Saved data entries:
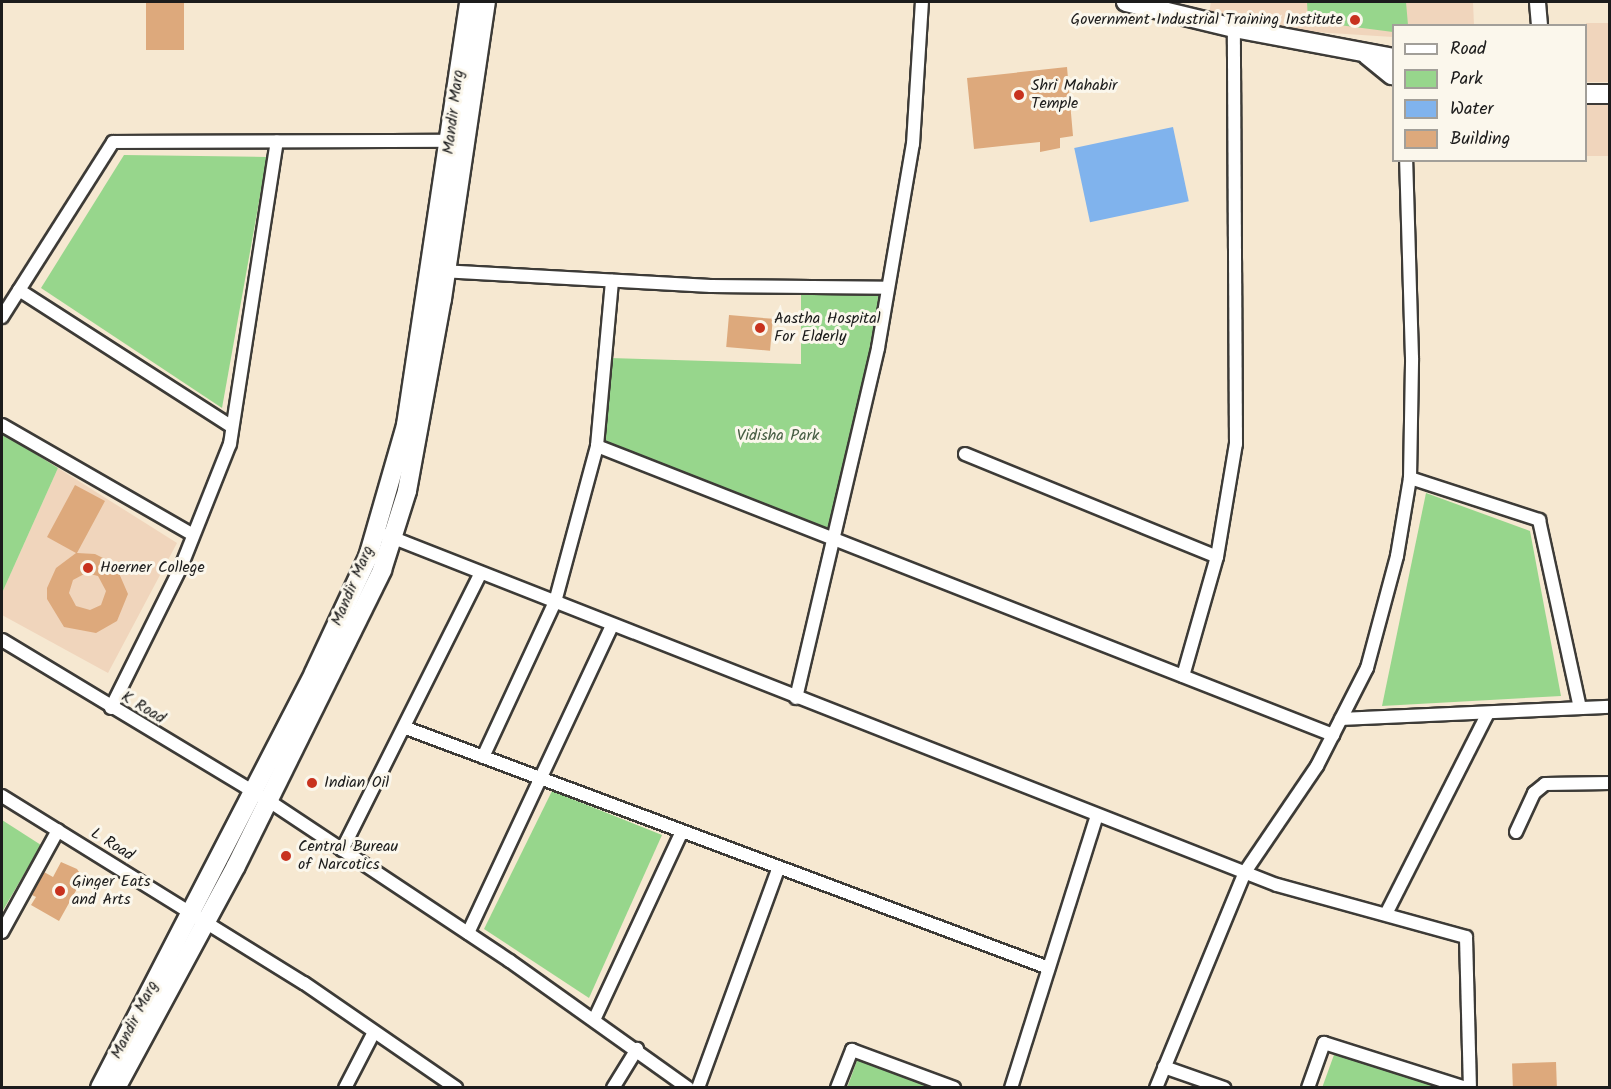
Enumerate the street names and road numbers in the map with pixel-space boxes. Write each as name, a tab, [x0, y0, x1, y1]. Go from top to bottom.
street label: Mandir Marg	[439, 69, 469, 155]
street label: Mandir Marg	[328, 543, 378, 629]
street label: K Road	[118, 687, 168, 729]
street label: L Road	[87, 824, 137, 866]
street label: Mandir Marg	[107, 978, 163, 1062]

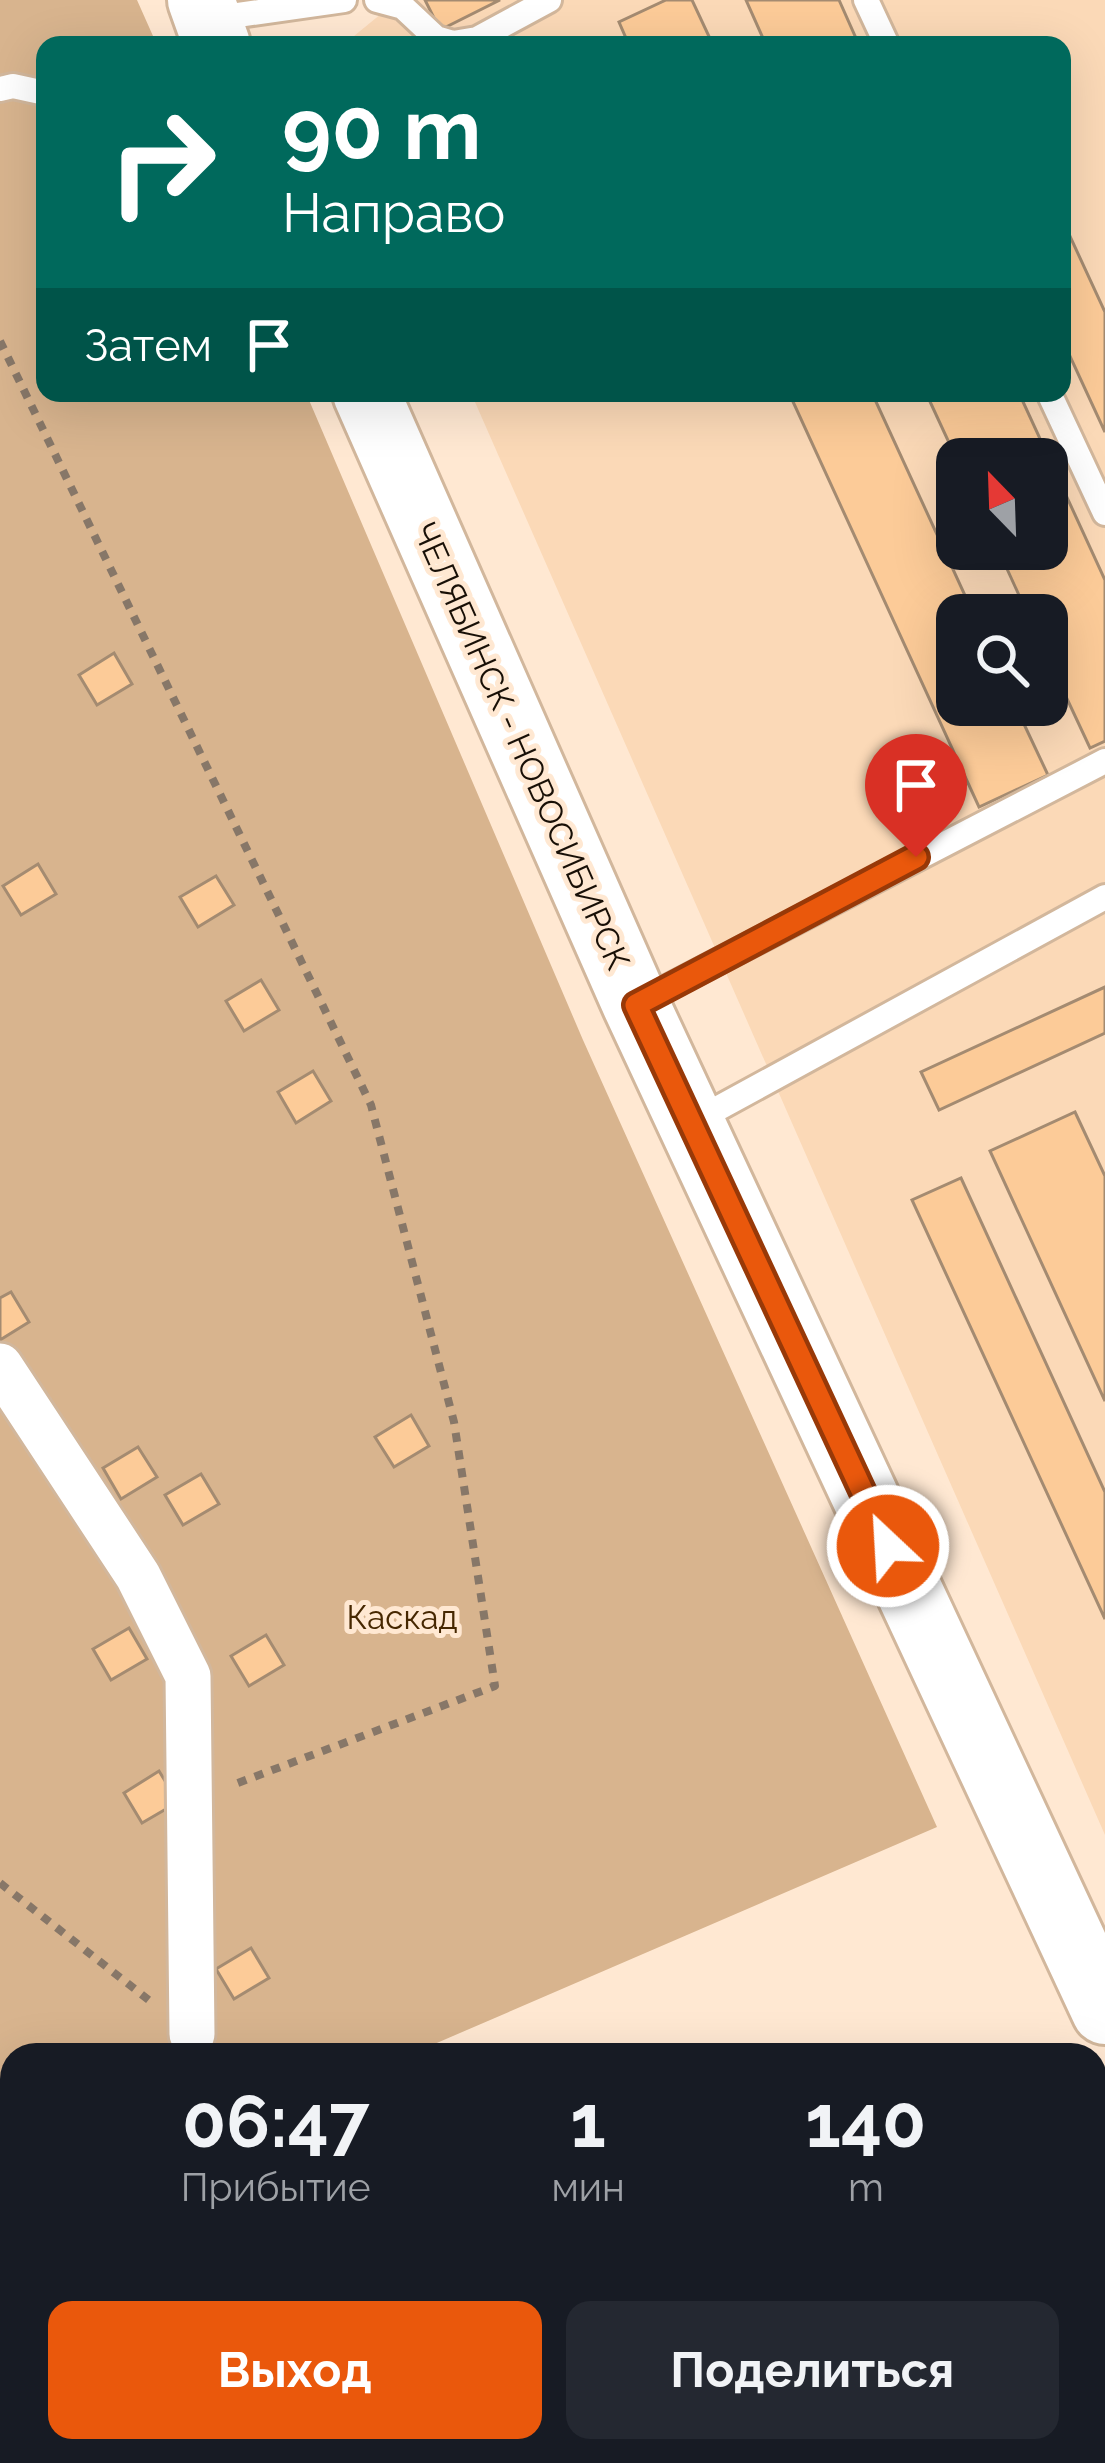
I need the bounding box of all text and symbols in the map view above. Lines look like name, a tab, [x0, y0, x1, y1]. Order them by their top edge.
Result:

## HOW TO COMPLETE THIS TASK
Could you set down the records above word for word, without any of the pictures?

## SOLUTION TO THIS PROBLEM
Enumerate the street names and road numbers in the map with pixel-space boxes. Write each as name, a tab, [x0, y0, x1, y1]. Go from top to bottom.
street label: Mandir Marg	[439, 69, 469, 155]
street label: Mandir Marg	[328, 543, 378, 629]
street label: K Road	[118, 687, 168, 729]
street label: L Road	[87, 824, 137, 866]
street label: Mandir Marg	[107, 978, 163, 1062]

I need the bounding box of all text and symbols in the map view above. Lines look like name, a tab, [x0, y0, x1, y1]. Order them by their top edge.
Result:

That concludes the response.